Introduction

Over the past 40 years Caribbean coral reefs have experienced a dramatic decline in live coral cover attributed largely to increases in disease (Harvell et al. 2007; Schutte et al. 2010). Warmer sea surface temperatures along with increased nutrient pollution have contributed to a proliferation of coral diseases (Harvell et al. 2002; Rosenberg and Ben-Haim 2002; Selig et al. 2006; Bruno et al. 2007) and are expected to increase in the future (Maynard et al. 2015). However, evidence suggests that mortality due to coral disease is strongly influenced by the degree of coral stress (Lesser et al. 2007; Mueller and van Woesik 2012) and holobiont composition (Bourne et al. 2009; Randall et al. 2014; Mera and Bourne 2018) leaving us much to learn about coral disease transmission.
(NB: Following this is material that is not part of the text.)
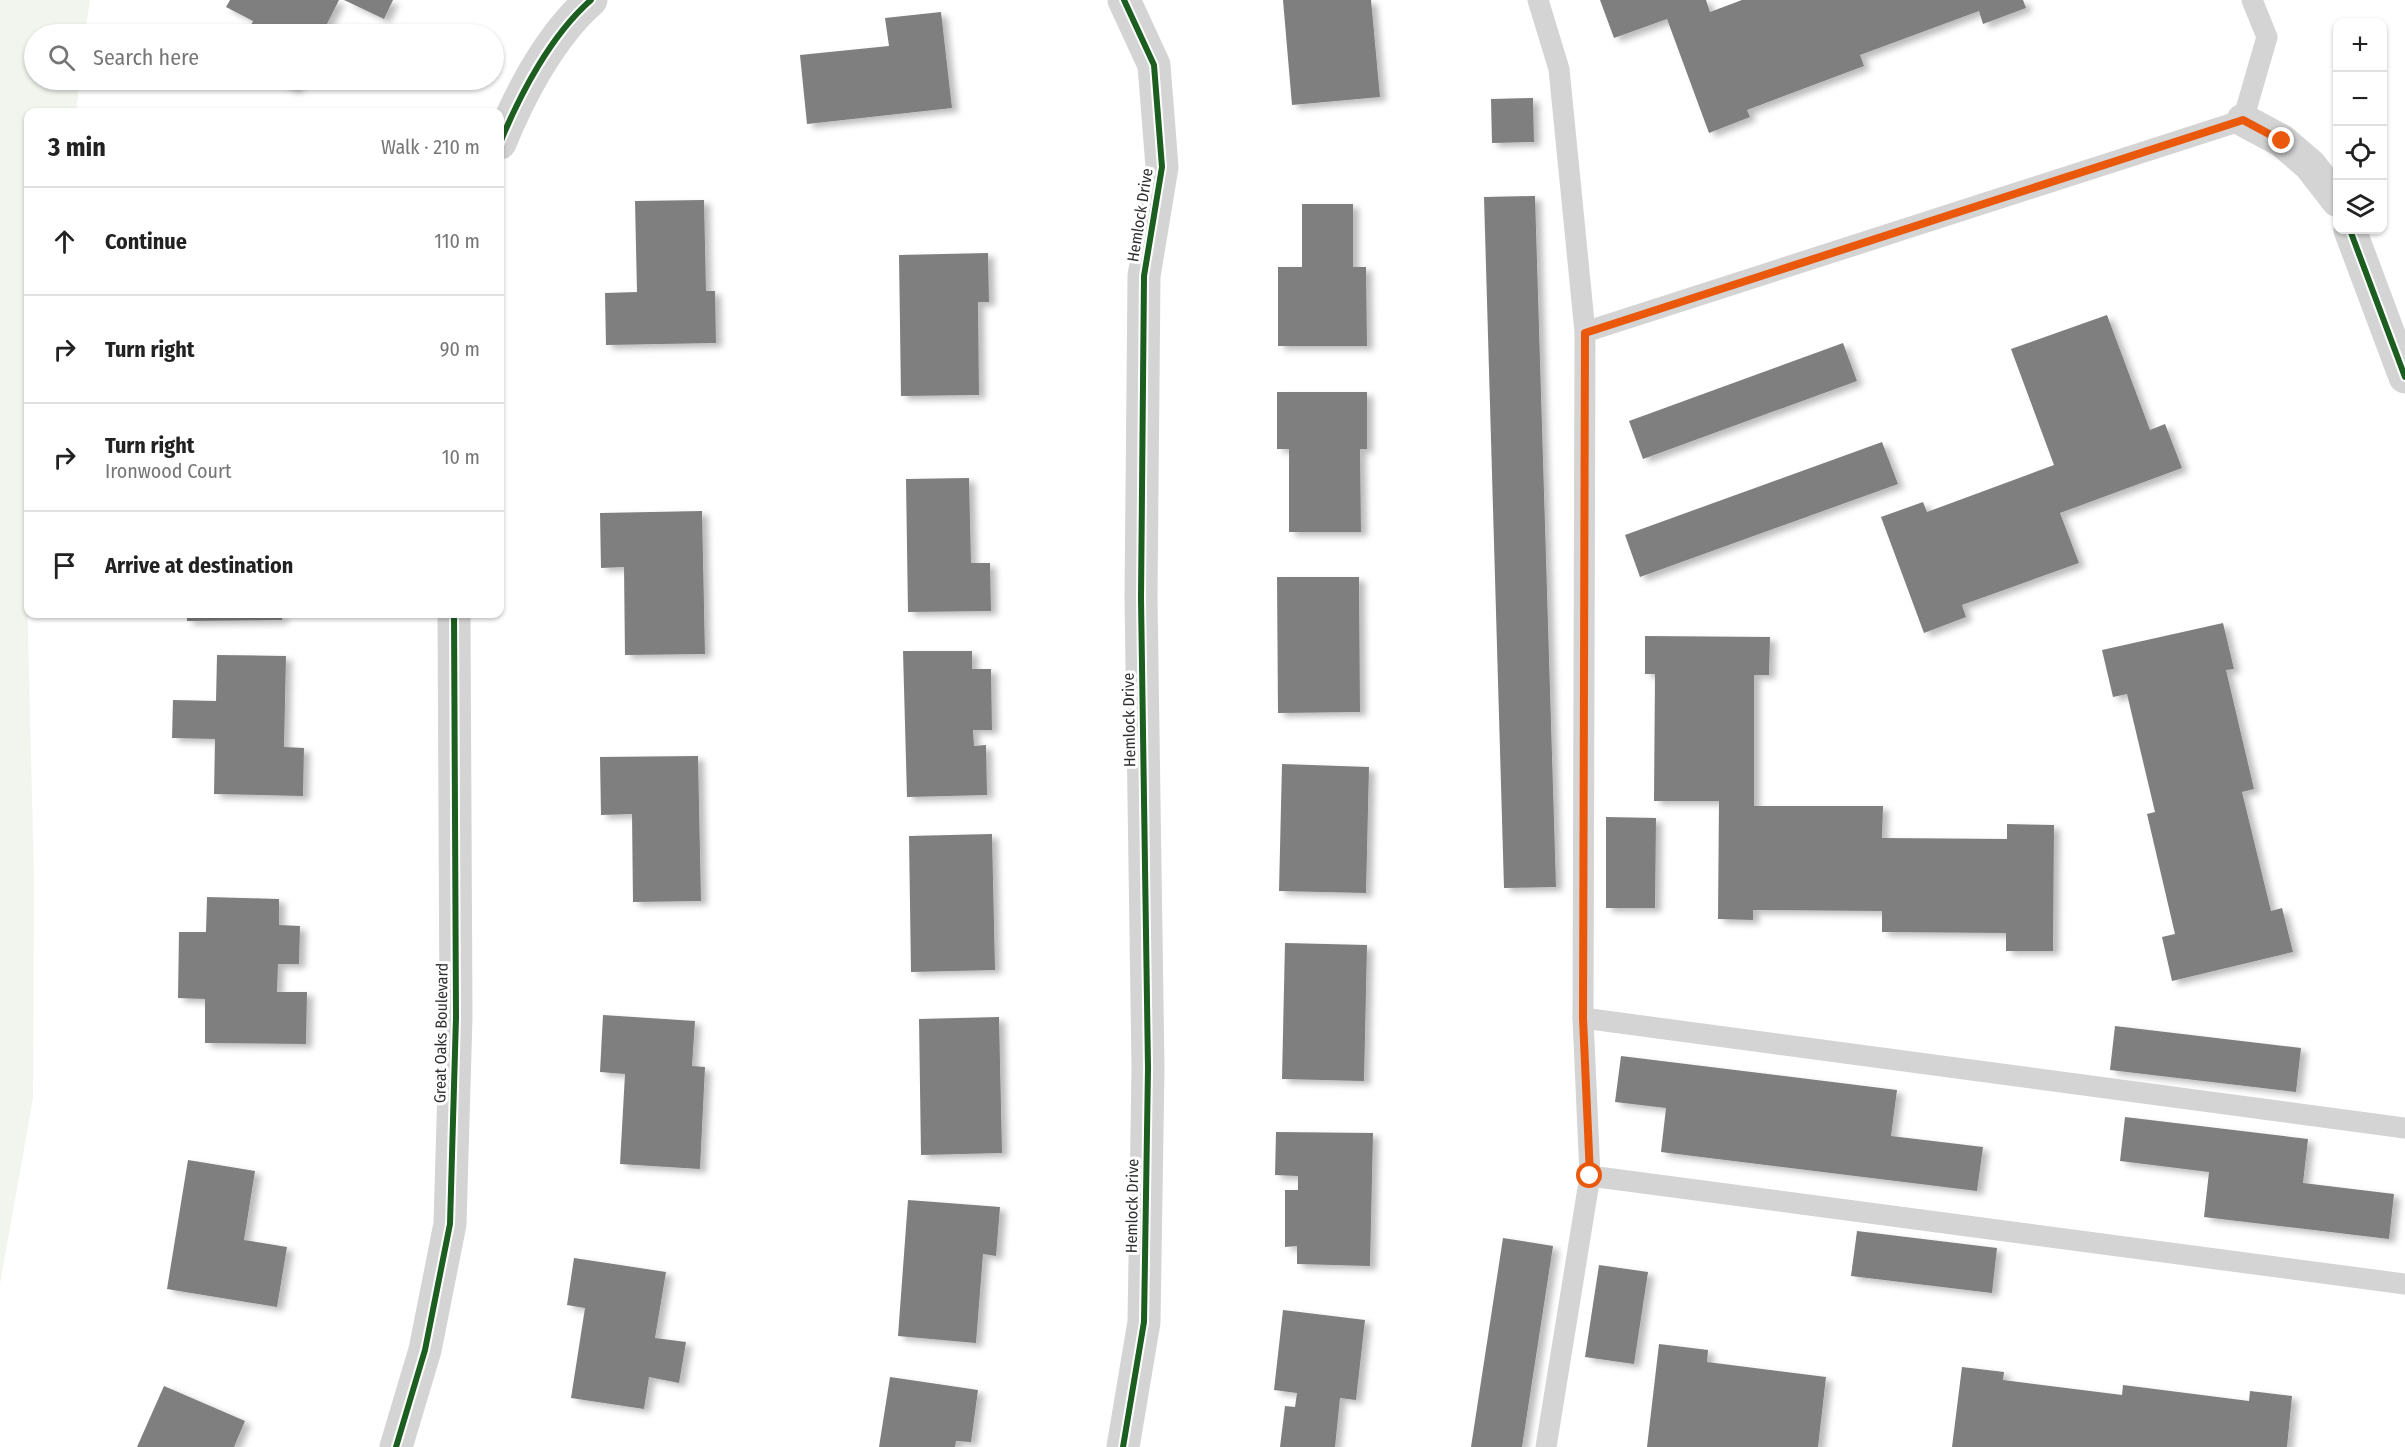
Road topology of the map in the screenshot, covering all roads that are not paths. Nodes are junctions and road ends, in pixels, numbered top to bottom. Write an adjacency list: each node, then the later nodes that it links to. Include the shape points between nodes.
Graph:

Coral disease can be transmitted by direct contact, water-borne, or vector-borne transmission (Shore and Caldwell 2019), and there is growing evidence that corallivorous fishes may influence coral disease (Rice et al. 2019). Butterflyfish (family Chaetodontidae) abundance has been found to be positively correlated with coral disease prevalence at both local and regional scales (Raymundo et al. 2009). However, laboratory studies have found conflicting results regarding the impact of butterflyfish foraging on coral disease transmission, finding both evidence for (Aeby and Santavy 2006) and against (Nicolet et al. 2018) butterflyfish as disease vectors. What is clear is that some butterflyfish are attracted to and preferentially feed on diseased coral tissues which alters the progression of coral disease (Aeby 2007; Cole et al. 2009; Chong-Seng et al. 2011).
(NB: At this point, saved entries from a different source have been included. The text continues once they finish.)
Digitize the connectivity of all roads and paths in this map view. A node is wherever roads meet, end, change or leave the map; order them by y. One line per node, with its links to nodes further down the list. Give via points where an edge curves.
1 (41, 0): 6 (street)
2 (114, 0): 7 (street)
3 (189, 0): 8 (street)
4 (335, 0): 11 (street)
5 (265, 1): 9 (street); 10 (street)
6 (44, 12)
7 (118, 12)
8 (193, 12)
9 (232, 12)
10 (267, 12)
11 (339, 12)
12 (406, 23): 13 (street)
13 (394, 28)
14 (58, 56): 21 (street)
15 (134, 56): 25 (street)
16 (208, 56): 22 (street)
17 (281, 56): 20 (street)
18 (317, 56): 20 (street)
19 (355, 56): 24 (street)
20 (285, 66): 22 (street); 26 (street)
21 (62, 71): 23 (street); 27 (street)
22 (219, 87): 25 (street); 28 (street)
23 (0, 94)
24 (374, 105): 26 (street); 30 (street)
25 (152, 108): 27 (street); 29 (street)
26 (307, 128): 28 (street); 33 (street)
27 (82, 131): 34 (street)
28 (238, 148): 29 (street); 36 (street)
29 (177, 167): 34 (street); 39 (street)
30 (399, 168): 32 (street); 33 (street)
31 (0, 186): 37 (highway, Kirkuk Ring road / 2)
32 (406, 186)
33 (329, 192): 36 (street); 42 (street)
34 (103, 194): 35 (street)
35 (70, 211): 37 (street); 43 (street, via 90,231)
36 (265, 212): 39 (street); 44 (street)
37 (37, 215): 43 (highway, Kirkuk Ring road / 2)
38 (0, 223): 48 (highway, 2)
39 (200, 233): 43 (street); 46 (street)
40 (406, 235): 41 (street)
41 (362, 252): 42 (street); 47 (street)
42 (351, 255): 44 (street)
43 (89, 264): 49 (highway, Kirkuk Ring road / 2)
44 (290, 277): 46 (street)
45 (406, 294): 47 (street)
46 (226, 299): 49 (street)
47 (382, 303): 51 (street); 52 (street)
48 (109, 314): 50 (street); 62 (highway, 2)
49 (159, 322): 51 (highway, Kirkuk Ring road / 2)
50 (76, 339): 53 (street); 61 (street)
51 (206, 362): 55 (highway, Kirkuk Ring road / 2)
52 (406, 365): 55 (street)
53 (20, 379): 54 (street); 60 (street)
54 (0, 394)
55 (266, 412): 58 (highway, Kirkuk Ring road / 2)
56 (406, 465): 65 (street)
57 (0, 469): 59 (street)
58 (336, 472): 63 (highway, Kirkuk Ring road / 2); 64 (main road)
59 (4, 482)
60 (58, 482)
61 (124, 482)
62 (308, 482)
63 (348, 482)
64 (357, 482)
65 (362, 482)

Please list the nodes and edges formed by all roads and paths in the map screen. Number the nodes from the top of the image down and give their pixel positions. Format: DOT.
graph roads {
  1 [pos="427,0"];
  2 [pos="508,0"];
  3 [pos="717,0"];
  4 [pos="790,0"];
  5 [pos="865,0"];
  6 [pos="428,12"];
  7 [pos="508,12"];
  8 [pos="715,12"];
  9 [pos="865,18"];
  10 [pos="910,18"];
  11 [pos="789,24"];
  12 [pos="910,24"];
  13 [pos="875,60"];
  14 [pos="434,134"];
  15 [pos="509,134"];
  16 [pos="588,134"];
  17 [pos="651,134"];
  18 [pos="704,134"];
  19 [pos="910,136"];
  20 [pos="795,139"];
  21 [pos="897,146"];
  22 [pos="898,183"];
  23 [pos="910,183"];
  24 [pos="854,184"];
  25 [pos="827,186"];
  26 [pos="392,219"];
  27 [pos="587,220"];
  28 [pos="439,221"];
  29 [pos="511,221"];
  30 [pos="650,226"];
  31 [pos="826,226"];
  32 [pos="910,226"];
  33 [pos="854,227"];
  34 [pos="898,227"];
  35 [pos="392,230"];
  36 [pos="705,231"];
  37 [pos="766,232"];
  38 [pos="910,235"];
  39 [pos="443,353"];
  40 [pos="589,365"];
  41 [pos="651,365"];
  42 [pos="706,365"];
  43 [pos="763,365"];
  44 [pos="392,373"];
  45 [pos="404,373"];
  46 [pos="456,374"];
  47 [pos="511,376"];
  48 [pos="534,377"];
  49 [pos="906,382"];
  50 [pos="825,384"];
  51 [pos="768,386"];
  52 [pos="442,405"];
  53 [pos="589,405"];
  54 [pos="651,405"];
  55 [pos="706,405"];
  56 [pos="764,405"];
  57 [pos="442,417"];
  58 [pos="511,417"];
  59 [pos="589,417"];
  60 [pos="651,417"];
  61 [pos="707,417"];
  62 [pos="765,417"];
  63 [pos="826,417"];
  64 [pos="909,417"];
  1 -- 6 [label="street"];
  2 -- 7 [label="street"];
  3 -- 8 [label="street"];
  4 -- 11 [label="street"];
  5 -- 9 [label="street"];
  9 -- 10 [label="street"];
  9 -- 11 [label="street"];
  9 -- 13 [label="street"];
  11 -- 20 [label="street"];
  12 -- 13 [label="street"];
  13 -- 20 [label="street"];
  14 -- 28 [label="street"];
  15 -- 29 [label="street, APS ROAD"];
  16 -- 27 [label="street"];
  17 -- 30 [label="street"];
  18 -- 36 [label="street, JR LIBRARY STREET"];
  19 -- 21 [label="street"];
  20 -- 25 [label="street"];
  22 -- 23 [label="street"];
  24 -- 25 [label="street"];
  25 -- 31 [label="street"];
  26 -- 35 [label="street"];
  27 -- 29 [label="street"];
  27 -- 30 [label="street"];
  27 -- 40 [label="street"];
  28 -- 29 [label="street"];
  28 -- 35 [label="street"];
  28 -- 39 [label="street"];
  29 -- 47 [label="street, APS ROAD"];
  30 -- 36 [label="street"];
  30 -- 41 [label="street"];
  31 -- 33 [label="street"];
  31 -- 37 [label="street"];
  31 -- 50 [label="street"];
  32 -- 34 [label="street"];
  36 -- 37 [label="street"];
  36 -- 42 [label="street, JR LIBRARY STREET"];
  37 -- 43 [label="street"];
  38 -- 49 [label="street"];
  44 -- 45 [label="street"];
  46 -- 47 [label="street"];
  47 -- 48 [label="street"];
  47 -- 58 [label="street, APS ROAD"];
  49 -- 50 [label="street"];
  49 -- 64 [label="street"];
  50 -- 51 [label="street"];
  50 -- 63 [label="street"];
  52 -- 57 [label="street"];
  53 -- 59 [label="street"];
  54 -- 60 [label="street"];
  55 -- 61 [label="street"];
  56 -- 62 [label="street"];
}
Recently, a new and previously undescribed coral disease began spreading throughout the Florida reef tract (Precht et al. 2016). Stony coral tissue loss disease (SCTLD), initially reported in 2014 near Virginia Key, has spread north and south along the Florida reef tract affecting more than 20 species of scleractinian (stony) corals (Lunz et al. 2017; Florida Keys National Marine Sanctuary 2018). The disease first appears as lesions of sloughed tissue which can rapidly spread and kill an entire coral colony in a matter of weeks (Precht et al. 2016; Muller et al. 2018; Walton et al. 2018). Characterization of the microbial communities of lesions and response to antibiotic treatments suggest that SCTLD is associated with bacterial clades commonly found associated with other coral diseases, although an exact putative agent is not yet known (Aeby et al. 2019; Meyer et al. 2019).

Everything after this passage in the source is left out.